[Dataset excerpts]
# # #

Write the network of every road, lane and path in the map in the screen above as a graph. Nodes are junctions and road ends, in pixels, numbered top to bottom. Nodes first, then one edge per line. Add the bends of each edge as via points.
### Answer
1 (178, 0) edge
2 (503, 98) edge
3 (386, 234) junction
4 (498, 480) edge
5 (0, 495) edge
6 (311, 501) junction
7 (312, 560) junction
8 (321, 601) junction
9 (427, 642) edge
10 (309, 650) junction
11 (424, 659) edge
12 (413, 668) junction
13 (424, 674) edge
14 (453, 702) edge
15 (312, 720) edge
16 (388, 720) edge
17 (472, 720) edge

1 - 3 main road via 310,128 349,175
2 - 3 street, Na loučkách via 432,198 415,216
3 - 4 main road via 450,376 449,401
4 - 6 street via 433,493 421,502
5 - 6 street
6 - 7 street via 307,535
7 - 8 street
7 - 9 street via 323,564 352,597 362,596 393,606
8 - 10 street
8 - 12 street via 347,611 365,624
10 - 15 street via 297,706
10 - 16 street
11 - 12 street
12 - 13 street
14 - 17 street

# # #

EXERCISE INSTRUCTIONS. The entries above are to be transcribed in full and without error.

REPLY TO THE EXERCISE.
Write the network of every road, lane and path in the map in the screen above as a graph. Nodes are junctions and road ends, in pixels, numbered top to bottom. Nodes first, then one edge per line. Add the bends of each edge as via points.
### Answer
1 (178, 0) edge
2 (503, 98) edge
3 (386, 234) junction
4 (498, 480) edge
5 (0, 495) edge
6 (311, 501) junction
7 (312, 560) junction
8 (321, 601) junction
9 (427, 642) edge
10 (309, 650) junction
11 (424, 659) edge
12 (413, 668) junction
13 (424, 674) edge
14 (453, 702) edge
15 (312, 720) edge
16 (388, 720) edge
17 (472, 720) edge

1 - 3 main road via 310,128 349,175
2 - 3 street, Na loučkách via 432,198 415,216
3 - 4 main road via 450,376 449,401
4 - 6 street via 433,493 421,502
5 - 6 street
6 - 7 street via 307,535
7 - 8 street
7 - 9 street via 323,564 352,597 362,596 393,606
8 - 10 street
8 - 12 street via 347,611 365,624
10 - 15 street via 297,706
10 - 16 street
11 - 12 street
12 - 13 street
14 - 17 street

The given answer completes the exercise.